Il s’agit d’un court métrage documentaire (40 minutes) qui a été disponible en salles en France à partir d’avril 2005, d’après AllôCiné, site initialement dédié aux renseignements pratiques « pour sortir au cinéma » dans ce pays européen et devenu au fil des ans une banque d’informations et d’archives sur les productions cinématographiques, leurs artistes et techniciens.
Le film traite de phénomènes naturels dévastateurs les séismes, les réveils de volcans ou encore les cyclones. On peut encore en visionner la bande-annonce sur AllôCiné, ainsi que deux extraits (1, 2).
(Note : Attention, il existe d’autres films portant un titre équivalent en français ou en anglais, pouvant prêter à confusion avec le documentaire de George Casey. C’est le cas notamment de « Forces of Nature » (1999), une comédie réalisée par la Canadienne Bronwen Hugues, mettant à l’affiche Sandra Bullock et Ben Affleck, qui s’intitule en français « Un vent de folie ». C’est le cas aussi de « Force of Nature » (avec « Force » au singulier, 2020-2021), un film d’action réalisé par l’Américain Michael Polish avec en tête d’affiche Mel Gibson et Kate Bosworth.)
Photo datant de 1999
Une recherche plus poussée sur la photo des immeubles affaissés la fait apparaître dans une éphéméride mise en ligne le 17 août 2011 par TwistedSifter, un blog agrégateur de contenus.
Le site précise qu’il s’agit d’une image d’un tremblement de terre ayant frappé le 17 août 1999 les environs de la ville de Gölcük et de la zone d’Izmit, dans le nord-ouest de la Turquie.
Il indique comme source de la photo le site du Carnegie Science Center, un musée de la ville de Pittsburgh, en Pennsylvanie, dans le nord-est des États-Unis d‘Amérique. Aucun détail n’est fourni sur la personne ayant pris cette photo ou la structure pour laquelle elle a été faite.

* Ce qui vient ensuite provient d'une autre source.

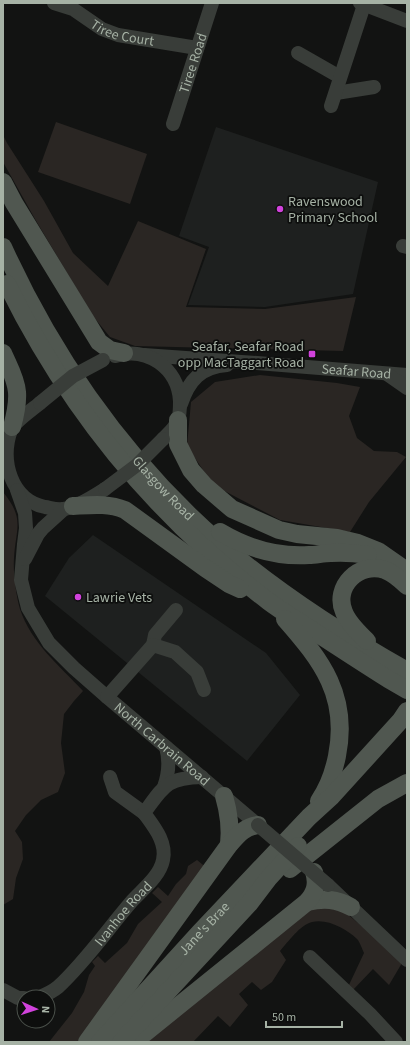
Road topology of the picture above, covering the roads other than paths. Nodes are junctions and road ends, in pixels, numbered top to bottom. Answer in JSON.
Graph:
{"nodes":[{"id":1,"x":54,"y":3,"type":"edge"},
{"id":2,"x":212,"y":3,"type":"edge"},
{"id":3,"x":362,"y":4,"type":"edge"},
{"id":4,"x":407,"y":21,"type":"edge"},
{"id":5,"x":197,"y":48,"type":"junction"},
{"id":6,"x":298,"y":53,"type":"dead end"},
{"id":7,"x":340,"y":77,"type":"junction"},
{"id":8,"x":374,"y":86,"type":"dead end"},
{"id":9,"x":172,"y":124,"type":"dead end"},
{"id":10,"x":3,"y":182,"type":"edge"},
{"id":11,"x":3,"y":247,"type":"edge"},
{"id":12,"x":3,"y":276,"type":"edge"},
{"id":13,"x":3,"y":353,"type":"edge"},
{"id":14,"x":124,"y":353,"type":"junction"},
{"id":15,"x":144,"y":356,"type":"junction"},
{"id":16,"x":258,"y":363,"type":"junction"},
{"id":17,"x":387,"y":374,"type":"junction"},
{"id":18,"x":407,"y":375,"type":"edge"},
{"id":19,"x":407,"y":388,"type":"edge"},
{"id":20,"x":179,"y":413,"type":"junction"},
{"id":21,"x":8,"y":431,"type":"edge"},
{"id":22,"x":11,"y":483,"type":"edge"},
{"id":23,"x":105,"y":489,"type":"joint"},
{"id":24,"x":69,"y":508,"type":"junction"},
{"id":25,"x":190,"y":515,"type":"junction"},
{"id":26,"x":388,"y":559,"type":"junction"},
{"id":27,"x":22,"y":565,"type":"junction"},
{"id":28,"x":407,"y":571,"type":"edge"},
{"id":29,"x":407,"y":586,"type":"edge"},
{"id":30,"x":267,"y":600,"type":"junction"},
{"id":31,"x":176,"y":610,"type":"dead end"},
{"id":32,"x":153,"y":645,"type":"junction"},
{"id":33,"x":394,"y":668,"type":"edge"},
{"id":34,"x":204,"y":690,"type":"dead end"},
{"id":35,"x":407,"y":690,"type":"edge"},
{"id":36,"x":107,"y":697,"type":"junction"},
{"id":37,"x":407,"y":711,"type":"edge"},
{"id":38,"x":407,"y":727,"type":"edge"},
{"id":39,"x":166,"y":747,"type":"junction"},
{"id":40,"x":110,"y":777,"type":"dead end"},
{"id":41,"x":202,"y":777,"type":"junction"},
{"id":42,"x":407,"y":783,"type":"edge"},
{"id":43,"x":164,"y":787,"type":"junction"},
{"id":44,"x":224,"y":796,"type":"junction"},
{"id":45,"x":144,"y":813,"type":"junction"},
{"id":46,"x":309,"y":817,"type":"junction"},
{"id":47,"x":258,"y":825,"type":"junction"},
{"id":48,"x":229,"y":845,"type":"junction"},
{"id":49,"x":314,"y":872,"type":"joint"},
{"id":50,"x":317,"y":892,"type":"junction"},
{"id":51,"x":346,"y":902,"type":"junction"},
{"id":52,"x":249,"y":904,"type":"junction"},
{"id":53,"x":407,"y":950,"type":"edge"},
{"id":54,"x":310,"y":957,"type":"dead end"},
{"id":55,"x":407,"y":960,"type":"edge"},
{"id":56,"x":55,"y":989,"type":"edge"},
{"id":57,"x":3,"y":990,"type":"edge"},
{"id":58,"x":16,"y":997,"type":"edge"},
{"id":59,"x":87,"y":1042,"type":"edge"},
{"id":60,"x":100,"y":1042,"type":"edge"},
{"id":61,"x":121,"y":1042,"type":"edge"},
{"id":62,"x":134,"y":1042,"type":"edge"},
{"id":63,"x":396,"y":1042,"type":"edge"}],
"edges":[{"from":1,"to":5,"type":"street","name":"Tiree Court"},
{"from":2,"to":5,"type":"street","name":"Tiree Road"},
{"from":3,"to":4,"type":"street"},
{"from":3,"to":7,"type":"street"},
{"from":5,"to":9,"type":"street","name":"Tiree Road"},
{"from":6,"to":7,"type":"street"},
{"from":7,"to":8,"type":"street"},
{"from":10,"to":14,"type":"main road"},
{"from":11,"to":25,"type":"main road","name":"Glasgow Road"},
{"from":12,"to":30,"type":"main road","name":"Glasgow Road"},
{"from":13,"to":21,"type":"main road"},
{"from":14,"to":15,"type":"street"},
{"from":14,"to":21,"type":"street","bridge":true},
{"from":15,"to":16,"type":"street","name":"Seafar Road"},
{"from":15,"to":20,"type":"street"},
{"from":16,"to":17,"type":"street","name":"Seafar Road"},
{"from":16,"to":20,"type":"street","name":"Seafar Road"},
{"from":17,"to":18,"type":"street","name":"Seafar Road"},
{"from":17,"to":19,"type":"street"},
{"from":20,"to":23,"type":"street","name":"Seafar Road","bridge":true},
{"from":20,"to":26,"type":"main road"},
{"from":21,"to":22,"type":"street","name":"North Carbrain Road"},
{"from":22,"to":24,"type":"street"},
{"from":22,"to":27,"type":"street","name":"North Carbrain Road"},
{"from":23,"to":24,"type":"street","name":"North Carbrain Road"},
{"from":24,"to":27,"type":"street","name":"North Carbrain Road"},
{"from":24,"to":30,"type":"main road"},
{"from":25,"to":26,"type":"main road"},
{"from":25,"to":33,"type":"main road","name":"Glasgow Road"},
{"from":26,"to":28,"type":"main road"},
{"from":27,"to":36,"type":"street","name":"North Carbrain Road"},
{"from":29,"to":33,"type":"main road"},
{"from":30,"to":33,"type":"main road","name":"Glasgow Road"},
{"from":30,"to":46,"type":"main road"},
{"from":31,"to":32,"type":"street"},
{"from":32,"to":34,"type":"street"},
{"from":32,"to":36,"type":"street"},
{"from":33,"to":35,"type":"main road"},
{"from":36,"to":39,"type":"street","name":"North Carbrain Road"},
{"from":37,"to":46,"type":"main road"},
{"from":38,"to":52,"type":"main road"},
{"from":39,"to":41,"type":"street","name":"North Carbrain Road"},
{"from":39,"to":43,"type":"street"},
{"from":40,"to":45,"type":"street","name":"Ivanhoe Road"},
{"from":41,"to":43,"type":"street"},
{"from":41,"to":44,"type":"street","name":"North Carbrain Road"},
{"from":42,"to":52,"type":"main road"},
{"from":43,"to":45,"type":"street"},
{"from":44,"to":47,"type":"street","name":"North Carbrain Road"},
{"from":44,"to":48,"type":"main road"},
{"from":45,"to":56,"type":"street","name":"Ivanhoe Road"},
{"from":46,"to":60,"type":"main road","name":"Jane's Brae"},
{"from":47,"to":48,"type":"main road"},
{"from":47,"to":49,"type":"street","name":"North Carbrain Road","bridge":true},
{"from":48,"to":59,"type":"main road"},
{"from":49,"to":50,"type":"main road"},
{"from":50,"to":51,"type":"street"},
{"from":50,"to":51,"type":"main road"},
{"from":50,"to":62,"type":"main road"},
{"from":51,"to":53,"type":"street"},
{"from":51,"to":55,"type":"street"},
{"from":52,"to":61,"type":"main road","name":"Jane's Brae"},
{"from":54,"to":63,"type":"street"},
{"from":57,"to":58,"type":"street"}]}
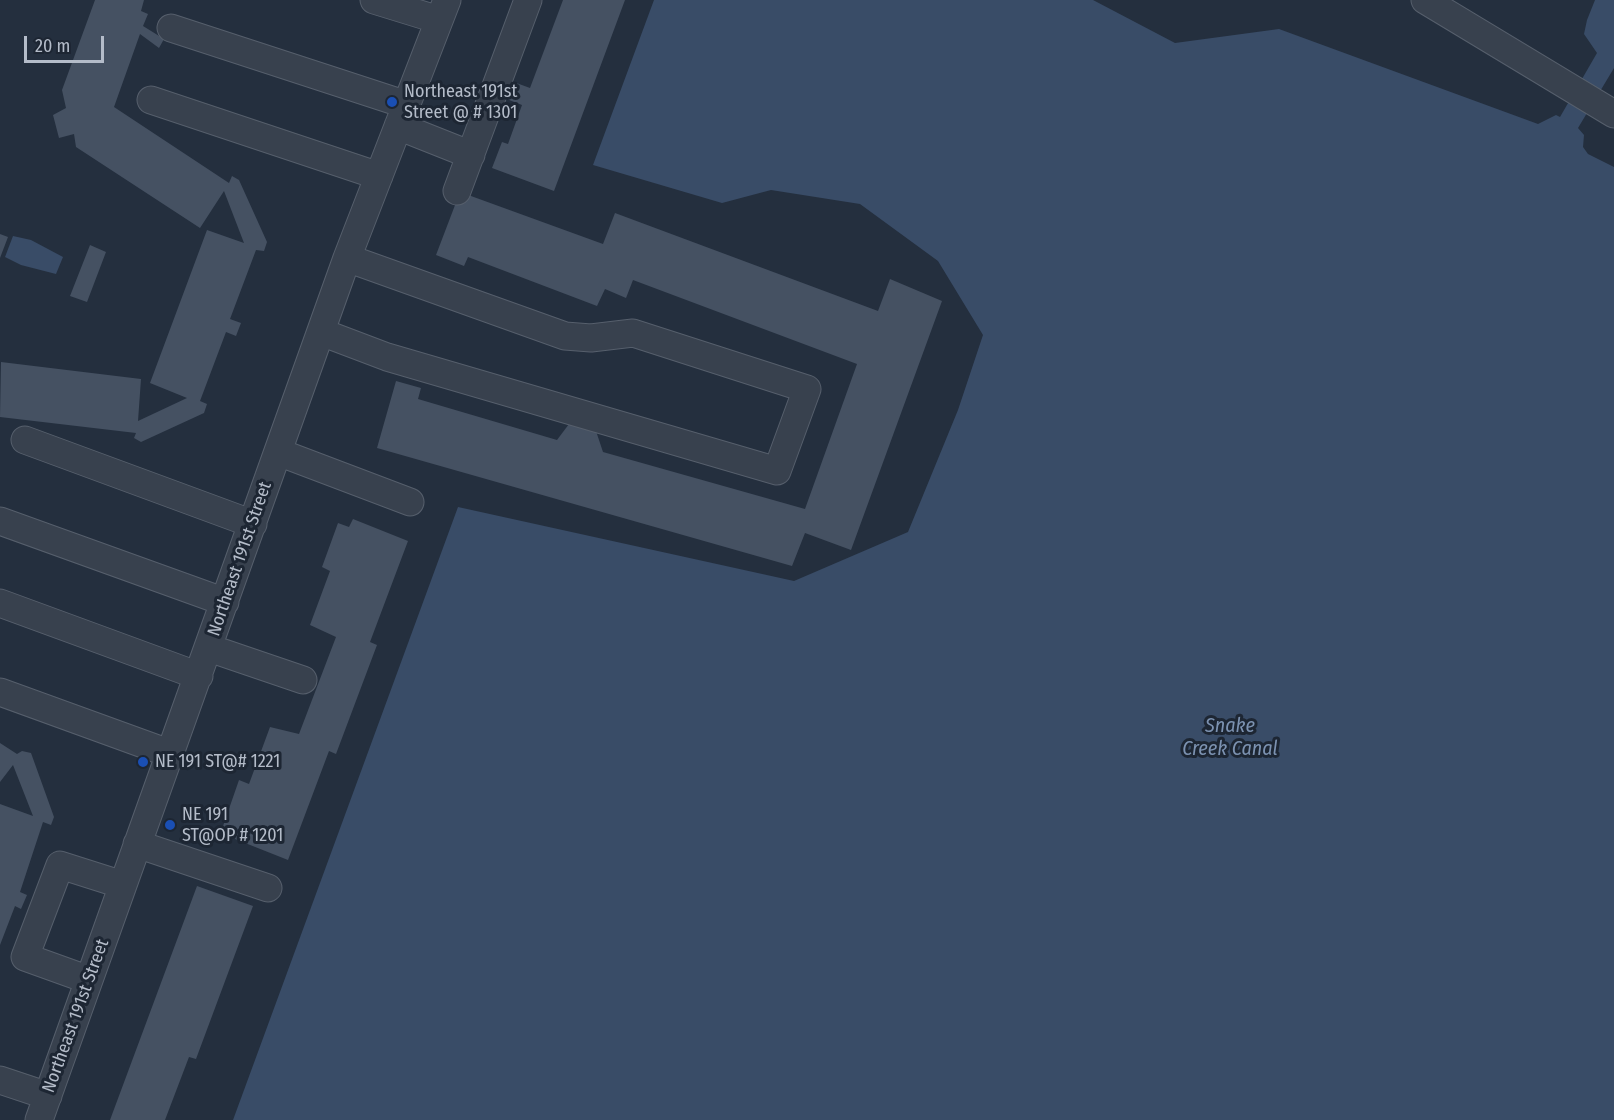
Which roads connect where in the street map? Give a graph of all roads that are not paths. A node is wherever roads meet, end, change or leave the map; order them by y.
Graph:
1 (374, 0) edge
2 (528, 0) edge
3 (1425, 0) edge
4 (443, 10) edge
5 (171, 28) dead end
6 (151, 100) dead end
7 (1614, 114) edge
8 (402, 115) junction
9 (471, 155) junction
10 (379, 176) junction
11 (457, 191) dead end
12 (347, 258) junction
13 (321, 332) junction
14 (25, 440) dead end
15 (278, 452) junction
16 (410, 502) dead end
17 (0, 521) edge
18 (253, 524) junction
19 (225, 602) junction
20 (0, 603) edge
21 (209, 648) junction
22 (199, 676) junction
23 (303, 680) dead end
24 (0, 692) edge
25 (171, 754) junction
26 (137, 844) junction
27 (123, 885) junction
28 (268, 888) dead end
29 (89, 980) junction
30 (0, 1080) edge
31 (43, 1108) edge

1 - 4 street
2 - 9 street
3 - 7 street
4 - 8 street, Northeast 191st Street
5 - 8 street
6 - 10 street
8 - 9 street
8 - 10 street, Northeast 191st Street
9 - 11 street
10 - 12 street, Northeast 191st Street
12 - 13 street, Northeast 191st Street
12 - 13 street
13 - 15 street, Northeast 191st Street
14 - 18 street
15 - 16 street
15 - 18 street, Northeast 191st Street
17 - 19 street
18 - 19 street, Northeast 191st Street
19 - 21 street, Northeast 191st Street
20 - 22 street
21 - 22 street, Northeast 191st Street
21 - 23 street
22 - 25 street, Northeast 191st Street
24 - 25 street
25 - 26 street, Northeast 191st Street
26 - 27 street, Northeast 191st Street
26 - 28 street
27 - 29 street, Northeast 191st Street
27 - 29 street
29 - 31 street, Northeast 191st Street
30 - 31 street

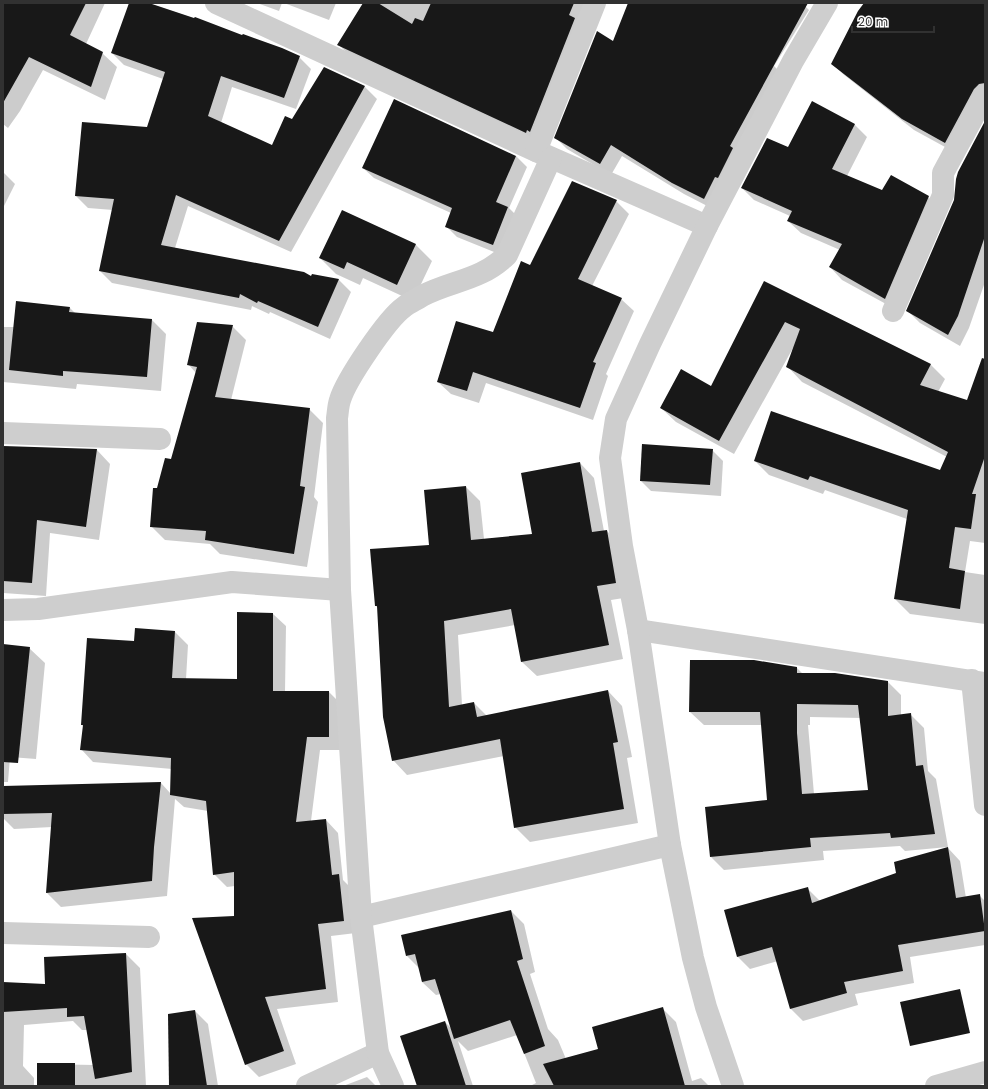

Le lien vers le musée étatsunien mentionné par TwistedSifter pour le crédit n’était plus actif au 16 février 2023. Mais en interrogeant l’outil de recherche des archives d’Internet WayBack Machine sur la même adresse, l’on constate que la photo figurait bien sur le site du Carnegie Science Center le 22 octobre 2015 et le 4 septembre 2017.

La même photo apparaît en interrogeant le moteur de recherche russe Yandex, avec les mêmes indications de date et lieux : « Tremblement de terre d’Izmit », survenu « le 17 août 1999 », peut-on lire dans les résultats qui s’affichent en russe (nous avons utilisé une traduction automatique du russe vers le français faite par Bing, le moteur de recherche de Microsoft.) De même source, « sa magnitude était de 7,6 sur l’échelle de Richter ».


L’image des immeubles effondrés est également utilisée dans un dossier publié le 1er avril 2006 par le site du magazine Pour la Science, publication dédiée à l’information scientifique internationale et pluridisciplinaire.

« Le séisme du 17 août 1999 en Turquie fit au total 18 000 morts à Gölçük et dans la région d’Izmit », est-il notamment écrit dans la légende.